*Data to process*:

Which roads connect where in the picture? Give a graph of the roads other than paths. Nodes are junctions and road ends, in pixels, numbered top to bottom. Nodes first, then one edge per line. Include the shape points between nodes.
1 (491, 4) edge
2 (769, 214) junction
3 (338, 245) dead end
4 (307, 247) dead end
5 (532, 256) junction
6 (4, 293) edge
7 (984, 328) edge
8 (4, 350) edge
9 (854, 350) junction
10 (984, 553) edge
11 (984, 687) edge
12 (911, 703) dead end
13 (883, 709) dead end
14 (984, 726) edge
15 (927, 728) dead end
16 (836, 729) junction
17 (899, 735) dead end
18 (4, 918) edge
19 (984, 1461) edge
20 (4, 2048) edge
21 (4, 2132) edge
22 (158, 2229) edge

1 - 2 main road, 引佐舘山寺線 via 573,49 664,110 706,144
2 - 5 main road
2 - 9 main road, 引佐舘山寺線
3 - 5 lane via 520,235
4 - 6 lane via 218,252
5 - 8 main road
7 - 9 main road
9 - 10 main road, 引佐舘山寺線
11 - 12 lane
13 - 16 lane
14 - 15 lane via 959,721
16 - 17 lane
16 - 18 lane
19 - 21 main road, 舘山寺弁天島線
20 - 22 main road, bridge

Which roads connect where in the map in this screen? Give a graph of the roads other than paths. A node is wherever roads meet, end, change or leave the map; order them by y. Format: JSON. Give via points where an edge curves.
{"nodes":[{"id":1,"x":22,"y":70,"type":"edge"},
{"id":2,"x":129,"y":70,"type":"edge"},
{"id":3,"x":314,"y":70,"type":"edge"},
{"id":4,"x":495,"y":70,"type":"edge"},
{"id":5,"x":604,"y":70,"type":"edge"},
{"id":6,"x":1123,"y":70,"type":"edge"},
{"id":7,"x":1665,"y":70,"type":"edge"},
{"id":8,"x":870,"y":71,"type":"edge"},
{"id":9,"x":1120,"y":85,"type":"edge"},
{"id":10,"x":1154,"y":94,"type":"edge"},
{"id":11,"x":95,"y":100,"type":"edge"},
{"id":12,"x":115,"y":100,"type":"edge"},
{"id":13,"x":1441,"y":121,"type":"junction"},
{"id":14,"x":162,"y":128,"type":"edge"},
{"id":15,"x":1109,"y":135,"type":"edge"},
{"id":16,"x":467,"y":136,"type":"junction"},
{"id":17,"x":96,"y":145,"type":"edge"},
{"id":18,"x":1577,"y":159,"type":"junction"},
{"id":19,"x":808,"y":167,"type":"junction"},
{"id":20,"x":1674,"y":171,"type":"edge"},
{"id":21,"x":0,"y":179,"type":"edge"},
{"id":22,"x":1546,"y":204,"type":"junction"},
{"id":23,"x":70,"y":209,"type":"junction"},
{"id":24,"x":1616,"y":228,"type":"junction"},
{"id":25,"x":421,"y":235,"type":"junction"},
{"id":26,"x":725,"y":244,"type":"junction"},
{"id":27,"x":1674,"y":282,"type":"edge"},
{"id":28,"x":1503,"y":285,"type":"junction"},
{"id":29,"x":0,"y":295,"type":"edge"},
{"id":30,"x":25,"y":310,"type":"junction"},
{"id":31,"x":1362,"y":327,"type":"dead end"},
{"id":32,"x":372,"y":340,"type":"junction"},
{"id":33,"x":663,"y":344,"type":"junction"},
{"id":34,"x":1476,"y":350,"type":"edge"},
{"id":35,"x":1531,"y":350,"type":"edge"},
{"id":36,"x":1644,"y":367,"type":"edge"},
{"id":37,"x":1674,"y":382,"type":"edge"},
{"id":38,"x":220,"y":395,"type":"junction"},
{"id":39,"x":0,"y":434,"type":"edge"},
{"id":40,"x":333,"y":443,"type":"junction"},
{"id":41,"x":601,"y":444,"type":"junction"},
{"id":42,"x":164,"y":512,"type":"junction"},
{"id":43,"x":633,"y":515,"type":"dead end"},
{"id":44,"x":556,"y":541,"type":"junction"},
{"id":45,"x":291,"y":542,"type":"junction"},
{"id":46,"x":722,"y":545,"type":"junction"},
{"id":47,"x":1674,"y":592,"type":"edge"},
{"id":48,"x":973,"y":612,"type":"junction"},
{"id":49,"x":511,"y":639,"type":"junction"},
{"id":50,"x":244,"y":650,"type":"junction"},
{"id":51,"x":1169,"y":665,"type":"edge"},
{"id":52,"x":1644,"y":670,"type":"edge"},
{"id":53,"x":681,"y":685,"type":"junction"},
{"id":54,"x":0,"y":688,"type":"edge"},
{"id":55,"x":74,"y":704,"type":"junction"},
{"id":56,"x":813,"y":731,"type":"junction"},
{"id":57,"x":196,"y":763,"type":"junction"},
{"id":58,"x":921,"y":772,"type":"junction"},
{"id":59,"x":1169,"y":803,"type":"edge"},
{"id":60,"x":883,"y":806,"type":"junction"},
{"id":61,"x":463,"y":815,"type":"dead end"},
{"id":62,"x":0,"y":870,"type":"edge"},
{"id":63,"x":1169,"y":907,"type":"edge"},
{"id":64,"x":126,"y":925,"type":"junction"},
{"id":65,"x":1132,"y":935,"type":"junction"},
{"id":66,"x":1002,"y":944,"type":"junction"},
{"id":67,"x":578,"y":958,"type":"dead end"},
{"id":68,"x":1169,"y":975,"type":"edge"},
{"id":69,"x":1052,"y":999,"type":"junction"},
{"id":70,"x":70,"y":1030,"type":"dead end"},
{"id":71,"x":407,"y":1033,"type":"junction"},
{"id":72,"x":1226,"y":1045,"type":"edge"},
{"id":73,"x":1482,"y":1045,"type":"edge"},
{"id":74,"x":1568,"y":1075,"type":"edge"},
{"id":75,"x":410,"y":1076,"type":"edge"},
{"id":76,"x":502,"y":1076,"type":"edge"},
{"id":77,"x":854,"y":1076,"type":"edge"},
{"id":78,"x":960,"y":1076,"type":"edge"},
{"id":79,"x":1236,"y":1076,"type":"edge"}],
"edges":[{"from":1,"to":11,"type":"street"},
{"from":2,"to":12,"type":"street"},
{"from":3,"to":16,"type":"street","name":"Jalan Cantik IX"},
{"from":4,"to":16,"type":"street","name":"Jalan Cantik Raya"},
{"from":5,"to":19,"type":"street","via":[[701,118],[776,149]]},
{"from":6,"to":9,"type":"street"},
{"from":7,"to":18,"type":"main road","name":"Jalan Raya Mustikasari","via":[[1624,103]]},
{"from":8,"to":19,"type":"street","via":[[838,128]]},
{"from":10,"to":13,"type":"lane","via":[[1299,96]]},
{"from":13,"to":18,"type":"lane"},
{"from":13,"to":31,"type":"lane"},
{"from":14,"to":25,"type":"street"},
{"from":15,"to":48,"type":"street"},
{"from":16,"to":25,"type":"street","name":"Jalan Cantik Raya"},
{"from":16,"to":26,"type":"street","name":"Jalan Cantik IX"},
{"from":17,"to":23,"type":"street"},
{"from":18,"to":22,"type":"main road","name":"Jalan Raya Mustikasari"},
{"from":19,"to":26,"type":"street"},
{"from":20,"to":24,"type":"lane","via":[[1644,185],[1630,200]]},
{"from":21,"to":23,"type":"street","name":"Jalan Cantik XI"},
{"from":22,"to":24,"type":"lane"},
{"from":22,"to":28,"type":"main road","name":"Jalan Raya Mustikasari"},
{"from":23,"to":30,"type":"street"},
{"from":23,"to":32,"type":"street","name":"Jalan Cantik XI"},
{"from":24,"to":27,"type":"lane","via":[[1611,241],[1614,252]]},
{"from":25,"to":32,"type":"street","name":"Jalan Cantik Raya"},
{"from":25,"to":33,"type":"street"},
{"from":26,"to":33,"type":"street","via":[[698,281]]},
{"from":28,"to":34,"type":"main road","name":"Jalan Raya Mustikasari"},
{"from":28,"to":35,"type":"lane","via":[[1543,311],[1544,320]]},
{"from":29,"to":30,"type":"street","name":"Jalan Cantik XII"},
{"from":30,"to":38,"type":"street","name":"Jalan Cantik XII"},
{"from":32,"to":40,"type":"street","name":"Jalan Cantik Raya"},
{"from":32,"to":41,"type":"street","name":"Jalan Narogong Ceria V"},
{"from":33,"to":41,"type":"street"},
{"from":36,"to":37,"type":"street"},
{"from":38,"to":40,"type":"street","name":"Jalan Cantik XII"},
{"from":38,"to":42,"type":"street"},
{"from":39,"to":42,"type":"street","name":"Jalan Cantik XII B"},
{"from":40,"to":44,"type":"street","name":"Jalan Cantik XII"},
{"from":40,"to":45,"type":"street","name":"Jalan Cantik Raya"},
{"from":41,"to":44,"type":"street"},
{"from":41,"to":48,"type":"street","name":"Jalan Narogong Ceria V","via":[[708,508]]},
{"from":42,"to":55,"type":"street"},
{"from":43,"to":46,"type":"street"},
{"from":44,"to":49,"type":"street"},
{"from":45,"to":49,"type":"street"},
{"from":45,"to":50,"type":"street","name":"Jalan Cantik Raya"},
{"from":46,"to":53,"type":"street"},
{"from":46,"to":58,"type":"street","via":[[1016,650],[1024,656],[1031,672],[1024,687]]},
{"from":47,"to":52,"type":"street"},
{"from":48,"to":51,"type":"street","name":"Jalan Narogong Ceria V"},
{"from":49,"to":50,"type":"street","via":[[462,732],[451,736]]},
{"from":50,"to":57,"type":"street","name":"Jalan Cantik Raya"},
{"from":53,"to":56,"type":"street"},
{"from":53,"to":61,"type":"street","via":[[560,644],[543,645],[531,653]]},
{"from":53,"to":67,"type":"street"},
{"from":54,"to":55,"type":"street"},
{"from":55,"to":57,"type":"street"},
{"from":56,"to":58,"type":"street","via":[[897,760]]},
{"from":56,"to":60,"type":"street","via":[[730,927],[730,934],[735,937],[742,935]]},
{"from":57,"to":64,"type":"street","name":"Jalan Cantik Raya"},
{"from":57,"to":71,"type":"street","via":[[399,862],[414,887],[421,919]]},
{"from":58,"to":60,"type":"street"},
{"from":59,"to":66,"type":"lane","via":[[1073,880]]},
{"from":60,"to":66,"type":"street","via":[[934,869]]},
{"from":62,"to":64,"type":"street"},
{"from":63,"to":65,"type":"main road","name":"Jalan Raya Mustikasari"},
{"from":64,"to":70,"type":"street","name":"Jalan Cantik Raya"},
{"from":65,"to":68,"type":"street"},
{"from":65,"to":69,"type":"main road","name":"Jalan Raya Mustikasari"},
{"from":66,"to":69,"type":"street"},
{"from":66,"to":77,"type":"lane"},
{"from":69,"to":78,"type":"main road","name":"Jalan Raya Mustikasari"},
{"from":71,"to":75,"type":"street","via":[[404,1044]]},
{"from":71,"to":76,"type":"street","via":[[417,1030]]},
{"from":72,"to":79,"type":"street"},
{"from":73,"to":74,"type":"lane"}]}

*Exercise aim*: In the listing above, find each line with the word "Ceria" and copy it.

*Answer to this task*:
{"from":32,"to":41,"type":"street","name":"Jalan Narogong Ceria V"},
{"from":41,"to":48,"type":"street","name":"Jalan Narogong Ceria V","via":[[708,508]]},
{"from":48,"to":51,"type":"street","name":"Jalan Narogong Ceria V"},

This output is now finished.